Elderly victims of abuse are increasingly seeking help in South Canterbury.
A growing number of the region's elderly residents are calling on the Elder Abuse and Protection Services at Family Works. This happens particularly after they have suffered financial or psychological abuse.
However, the increase was not necessarily an indication that the problem was growing, elder protection co-ordinator Geeta Muralidharan said.
Instead, she said the increase was possibly because of greater awareness.
"The increase in publicity around this problem has raised the awareness of the community, which has resulted in more referrals being received from a variety of sources, including family members, [the] South Canterbury District Health Board, rest homes, community services and self-referrals."
The increase in self-referrals had been particularly noticeable, Mrs Muralidharan said.
Financial and psychological abuse were the primary problems being reported.
"Financial abuse is 39 per cent of all referrals received and psychological abuse [is] 37 per cent."
Mrs Muralidharan works with about 50 significant cases of abuse each year.
She said "active neglect" by a person's partner was another growing trend.
"The majority of cases referred to this service are by family members who realised something is not quite right in the lives of their parents.
"In some of these cases, earlier reporting of these concerns would have prevented the loss of money, savings and property.

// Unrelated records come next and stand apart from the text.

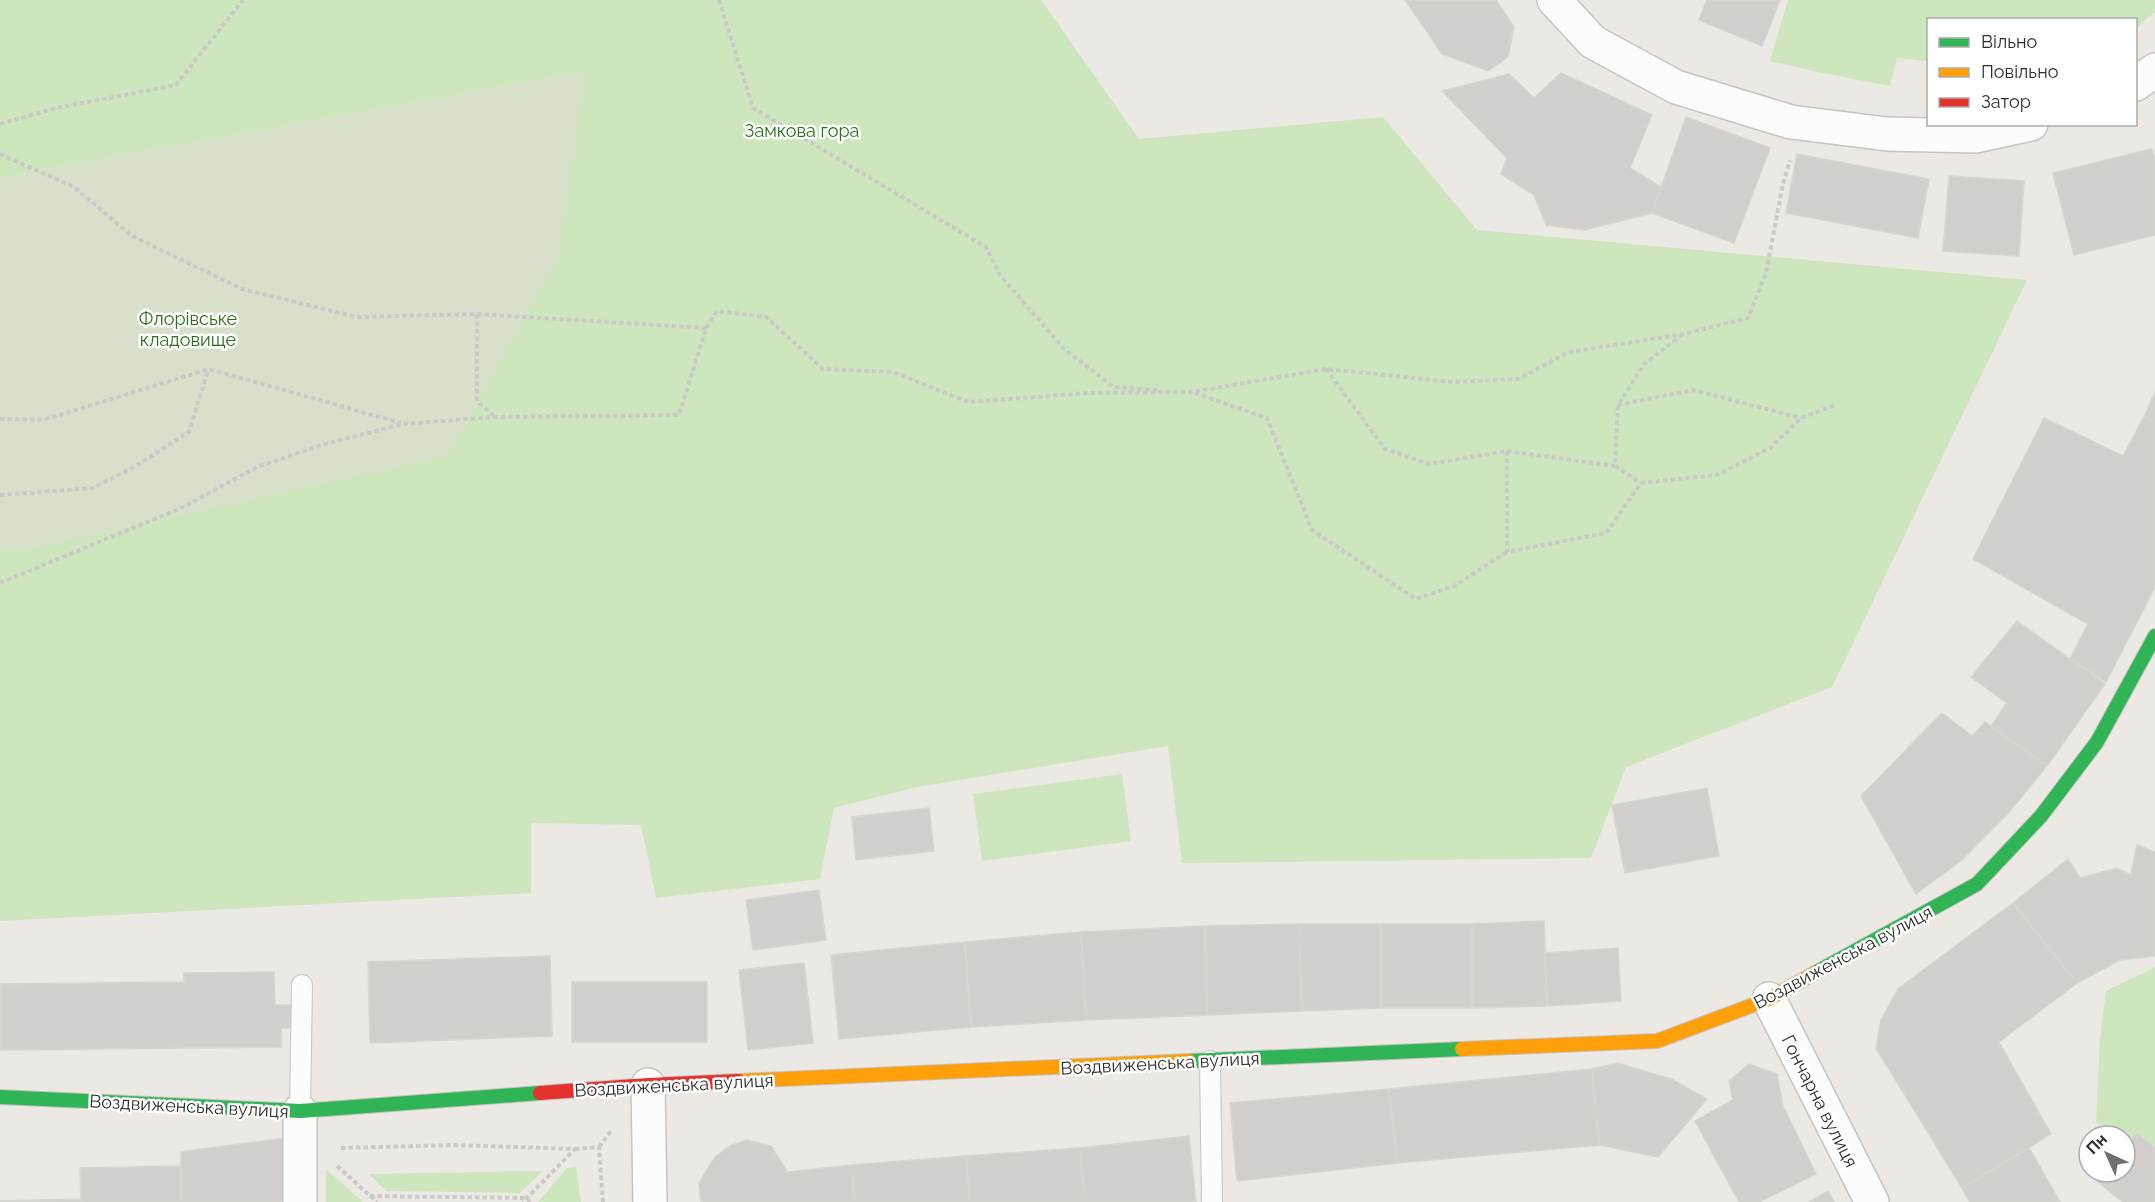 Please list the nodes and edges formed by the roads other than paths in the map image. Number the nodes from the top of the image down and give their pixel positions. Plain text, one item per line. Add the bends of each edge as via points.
1 (1554, 0) edge
2 (2022, 126) edge
3 (2155, 636) edge
4 (302, 985) dead end
5 (1769, 999) junction
6 (1210, 1061) junction
7 (648, 1085) junction
8 (0, 1097) edge
9 (300, 1111) junction
10 (300, 1202) edge
11 (650, 1202) edge
12 (1212, 1202) edge
13 (1872, 1202) edge

1 - 2 street via 1593,42 1676,87 1791,122 1887,134 1976,136
3 - 5 street, Воздвиженська вулиця via 2097,742 2041,816 1977,884
4 - 9 lane
5 - 6 street, Воздвиженська вулиця via 1657,1041
5 - 13 street, Гончарна вулиця
6 - 7 street, Воздвиженська вулиця
6 - 12 lane
7 - 9 street, Воздвиженська вулиця
7 - 11 street
8 - 9 street, Воздвиженська вулиця
9 - 10 street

"Generally, the victims of such financial abuse are older people who live alone or have limited family and community support, which can be a lifestyle choice for some."
Of the cases reported, 10 per cent of the victims had no support from family or services in the community, Mrs Muralidharan said.
"It is often the case that the victims of elder abuse and neglect are anxious, have trust issues and are resistant to disclosing information, especially if the abuse has been perpetrated by a family member.
"We have a number of cases every year where an older person has been severely abused financially and emotionally by their adult son or daughter. The consequences of this level of abuse on the older person resulted in them living in fear and isolation, with self-neglect and deep mistrust of people in general."
She said it was important for people to report cases of abuse, no matter what their relationship was to the victim.
"Let's say no to elder abuse and neglect. Let's value and respect older people. As a community this is all of our responsibility."